DATASET EXTRACT:
*-*-*

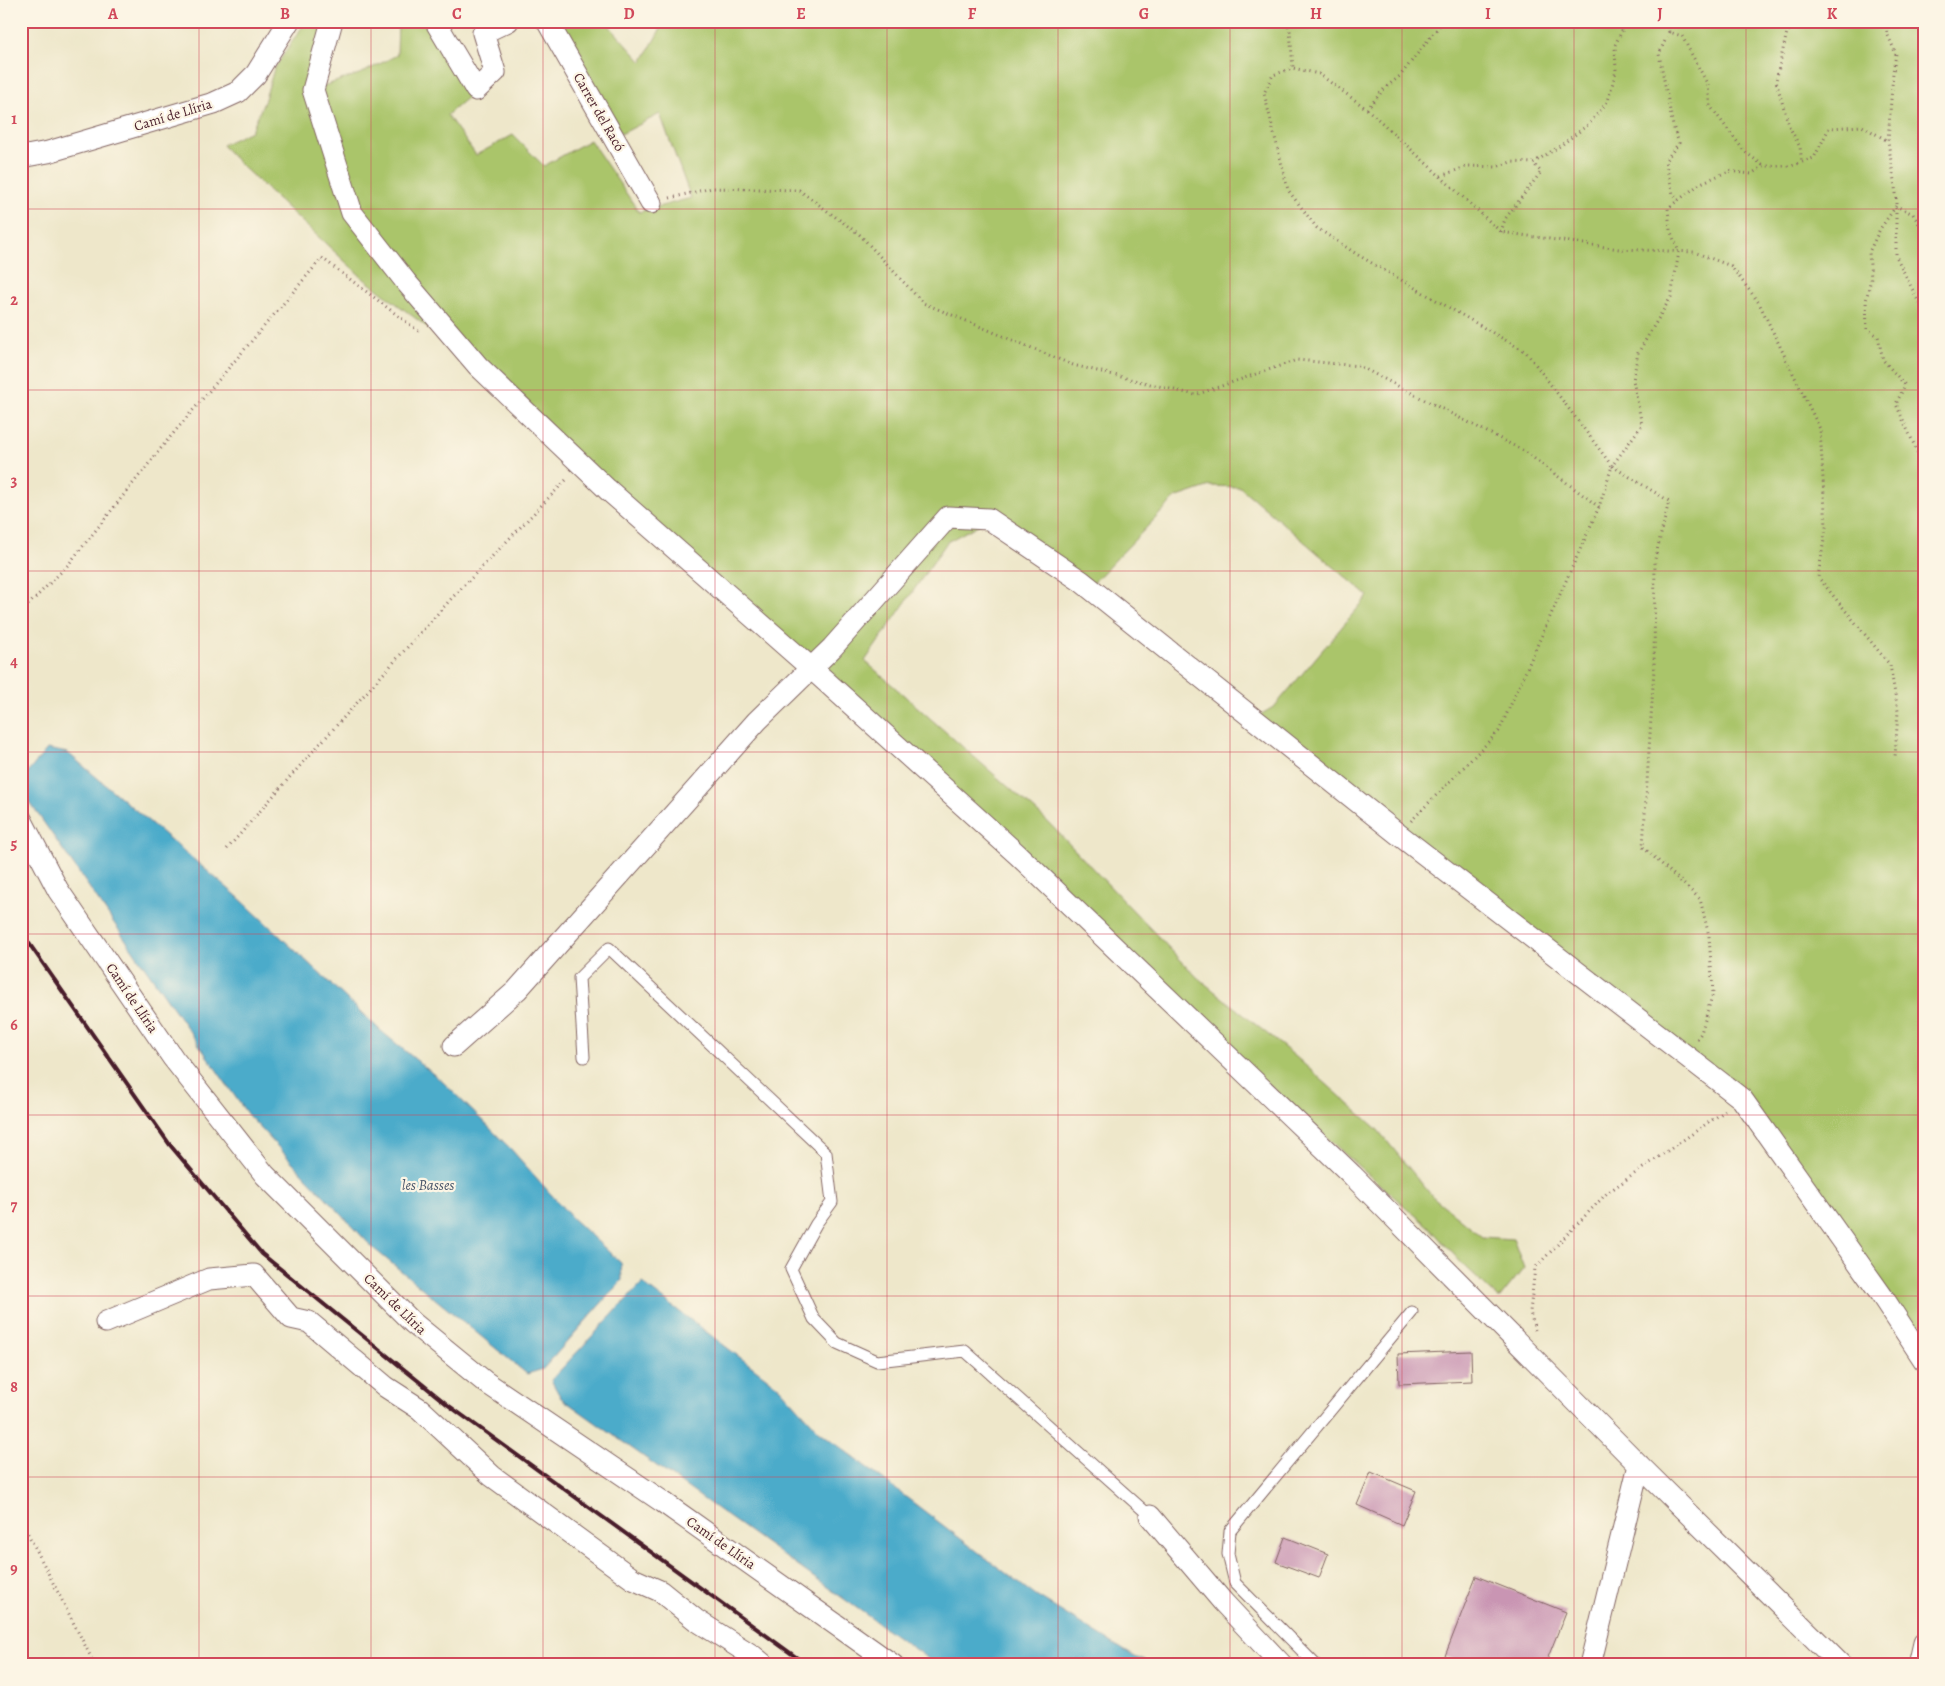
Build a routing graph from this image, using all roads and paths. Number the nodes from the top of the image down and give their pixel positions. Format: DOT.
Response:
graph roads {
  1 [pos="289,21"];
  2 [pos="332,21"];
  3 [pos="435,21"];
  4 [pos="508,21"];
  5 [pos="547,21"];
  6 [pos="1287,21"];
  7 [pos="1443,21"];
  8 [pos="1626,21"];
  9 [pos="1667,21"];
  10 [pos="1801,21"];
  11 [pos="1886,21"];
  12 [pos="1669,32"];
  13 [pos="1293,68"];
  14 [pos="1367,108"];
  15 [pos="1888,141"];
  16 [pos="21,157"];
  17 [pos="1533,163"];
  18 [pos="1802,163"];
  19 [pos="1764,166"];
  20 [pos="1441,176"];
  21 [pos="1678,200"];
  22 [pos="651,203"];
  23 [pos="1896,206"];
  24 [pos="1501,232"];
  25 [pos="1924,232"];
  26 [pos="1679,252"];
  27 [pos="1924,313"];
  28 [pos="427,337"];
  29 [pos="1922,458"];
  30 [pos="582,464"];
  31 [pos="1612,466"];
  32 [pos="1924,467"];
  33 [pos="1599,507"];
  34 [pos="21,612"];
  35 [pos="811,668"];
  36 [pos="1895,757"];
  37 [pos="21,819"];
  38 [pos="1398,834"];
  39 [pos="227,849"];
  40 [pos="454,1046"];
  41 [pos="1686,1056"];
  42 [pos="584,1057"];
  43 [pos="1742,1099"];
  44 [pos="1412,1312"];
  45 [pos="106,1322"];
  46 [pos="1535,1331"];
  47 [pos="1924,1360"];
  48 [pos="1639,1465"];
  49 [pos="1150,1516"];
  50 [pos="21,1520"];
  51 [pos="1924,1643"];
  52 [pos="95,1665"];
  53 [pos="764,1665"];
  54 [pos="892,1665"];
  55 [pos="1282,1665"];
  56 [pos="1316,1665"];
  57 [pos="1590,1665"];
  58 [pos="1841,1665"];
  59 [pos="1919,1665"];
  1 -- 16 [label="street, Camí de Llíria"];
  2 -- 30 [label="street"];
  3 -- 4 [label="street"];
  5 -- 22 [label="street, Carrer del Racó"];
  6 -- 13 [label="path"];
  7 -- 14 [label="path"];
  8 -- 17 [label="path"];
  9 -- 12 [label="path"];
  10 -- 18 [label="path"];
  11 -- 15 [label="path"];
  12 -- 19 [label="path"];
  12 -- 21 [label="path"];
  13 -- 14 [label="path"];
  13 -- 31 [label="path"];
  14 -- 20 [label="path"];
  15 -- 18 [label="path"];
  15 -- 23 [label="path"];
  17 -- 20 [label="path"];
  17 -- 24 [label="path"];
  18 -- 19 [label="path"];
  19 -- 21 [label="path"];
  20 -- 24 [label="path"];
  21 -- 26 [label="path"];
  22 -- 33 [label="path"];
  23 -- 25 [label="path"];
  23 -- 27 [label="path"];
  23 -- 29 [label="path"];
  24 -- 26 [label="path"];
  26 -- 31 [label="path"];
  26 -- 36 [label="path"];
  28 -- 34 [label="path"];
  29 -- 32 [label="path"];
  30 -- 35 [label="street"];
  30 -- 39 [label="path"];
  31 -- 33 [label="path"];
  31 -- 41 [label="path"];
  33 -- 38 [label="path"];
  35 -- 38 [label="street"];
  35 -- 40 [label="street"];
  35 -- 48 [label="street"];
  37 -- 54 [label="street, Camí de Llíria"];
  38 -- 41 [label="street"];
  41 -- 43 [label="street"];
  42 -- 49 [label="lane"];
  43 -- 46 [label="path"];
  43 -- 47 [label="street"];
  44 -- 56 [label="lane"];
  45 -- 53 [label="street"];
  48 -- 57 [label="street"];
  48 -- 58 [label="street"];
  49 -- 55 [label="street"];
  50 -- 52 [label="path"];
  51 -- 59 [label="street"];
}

*-*-*

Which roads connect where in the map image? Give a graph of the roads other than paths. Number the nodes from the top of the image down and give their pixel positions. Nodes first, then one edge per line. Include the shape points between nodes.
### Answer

*-*-*

Go through the entries and return each line where the word "nodes" occurs.

Build a routing graph from this image, using all roads and paths. Number the nodes from the top of the image down and give their pixel positions. Format: DOT.
Which roads connect where in the map image? Give a graph of the roads other than paths. Number the nodes from the top of the image down and give their pixel positions. Nodes first, then one edge per line. Include the shape points between nodes.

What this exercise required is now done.